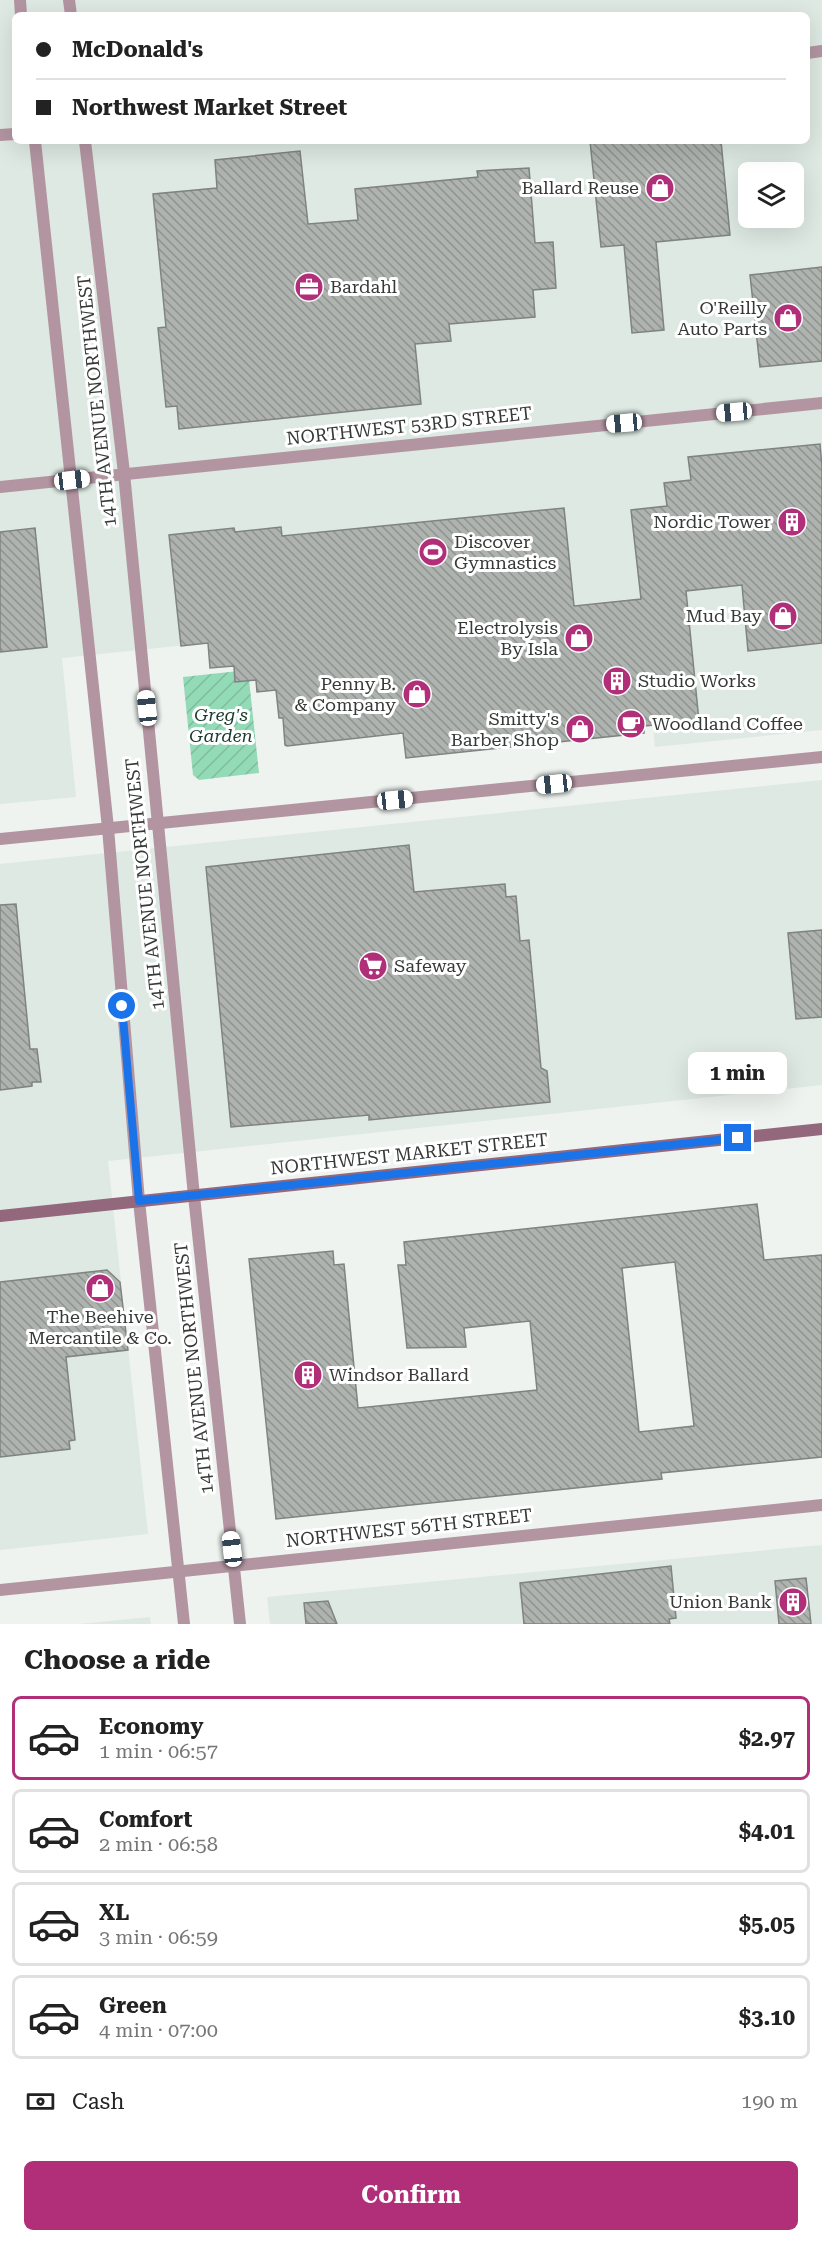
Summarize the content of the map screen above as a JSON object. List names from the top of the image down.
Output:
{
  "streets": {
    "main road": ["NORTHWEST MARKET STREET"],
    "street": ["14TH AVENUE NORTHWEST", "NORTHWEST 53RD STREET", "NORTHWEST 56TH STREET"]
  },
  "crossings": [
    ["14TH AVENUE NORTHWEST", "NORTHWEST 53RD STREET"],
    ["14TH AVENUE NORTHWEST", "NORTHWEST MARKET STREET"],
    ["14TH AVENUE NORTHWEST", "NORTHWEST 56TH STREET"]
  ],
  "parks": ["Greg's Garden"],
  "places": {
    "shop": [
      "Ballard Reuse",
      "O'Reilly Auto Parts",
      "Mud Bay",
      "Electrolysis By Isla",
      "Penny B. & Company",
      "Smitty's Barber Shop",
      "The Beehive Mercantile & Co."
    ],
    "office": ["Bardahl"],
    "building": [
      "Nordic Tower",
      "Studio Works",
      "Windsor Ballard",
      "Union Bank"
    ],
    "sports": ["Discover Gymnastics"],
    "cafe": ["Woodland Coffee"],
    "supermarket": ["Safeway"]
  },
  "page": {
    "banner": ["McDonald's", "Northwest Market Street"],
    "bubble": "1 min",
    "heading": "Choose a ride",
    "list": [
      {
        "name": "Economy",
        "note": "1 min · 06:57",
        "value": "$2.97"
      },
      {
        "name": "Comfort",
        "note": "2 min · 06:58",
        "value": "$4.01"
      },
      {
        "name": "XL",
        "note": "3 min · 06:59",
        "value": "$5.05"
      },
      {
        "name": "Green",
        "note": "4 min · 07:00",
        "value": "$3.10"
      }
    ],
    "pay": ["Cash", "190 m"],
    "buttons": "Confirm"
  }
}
———
Each entry above needs to be restated without a single word changed; skip the images.

Response area.
Summarize the content of the map screen above as a JSON object. List names from the top of the image down.
Output:
{
  "streets": {
    "main road": ["NORTHWEST MARKET STREET"],
    "street": ["14TH AVENUE NORTHWEST", "NORTHWEST 53RD STREET", "NORTHWEST 56TH STREET"]
  },
  "crossings": [
    ["14TH AVENUE NORTHWEST", "NORTHWEST 53RD STREET"],
    ["14TH AVENUE NORTHWEST", "NORTHWEST MARKET STREET"],
    ["14TH AVENUE NORTHWEST", "NORTHWEST 56TH STREET"]
  ],
  "parks": ["Greg's Garden"],
  "places": {
    "shop": [
      "Ballard Reuse",
      "O'Reilly Auto Parts",
      "Mud Bay",
      "Electrolysis By Isla",
      "Penny B. & Company",
      "Smitty's Barber Shop",
      "The Beehive Mercantile & Co."
    ],
    "office": ["Bardahl"],
    "building": [
      "Nordic Tower",
      "Studio Works",
      "Windsor Ballard",
      "Union Bank"
    ],
    "sports": ["Discover Gymnastics"],
    "cafe": ["Woodland Coffee"],
    "supermarket": ["Safeway"]
  },
  "page": {
    "banner": ["McDonald's", "Northwest Market Street"],
    "bubble": "1 min",
    "heading": "Choose a ride",
    "list": [
      {
        "name": "Economy",
        "note": "1 min · 06:57",
        "value": "$2.97"
      },
      {
        "name": "Comfort",
        "note": "2 min · 06:58",
        "value": "$4.01"
      },
      {
        "name": "XL",
        "note": "3 min · 06:59",
        "value": "$5.05"
      },
      {
        "name": "Green",
        "note": "4 min · 07:00",
        "value": "$3.10"
      }
    ],
    "pay": ["Cash", "190 m"],
    "buttons": "Confirm"
  }
}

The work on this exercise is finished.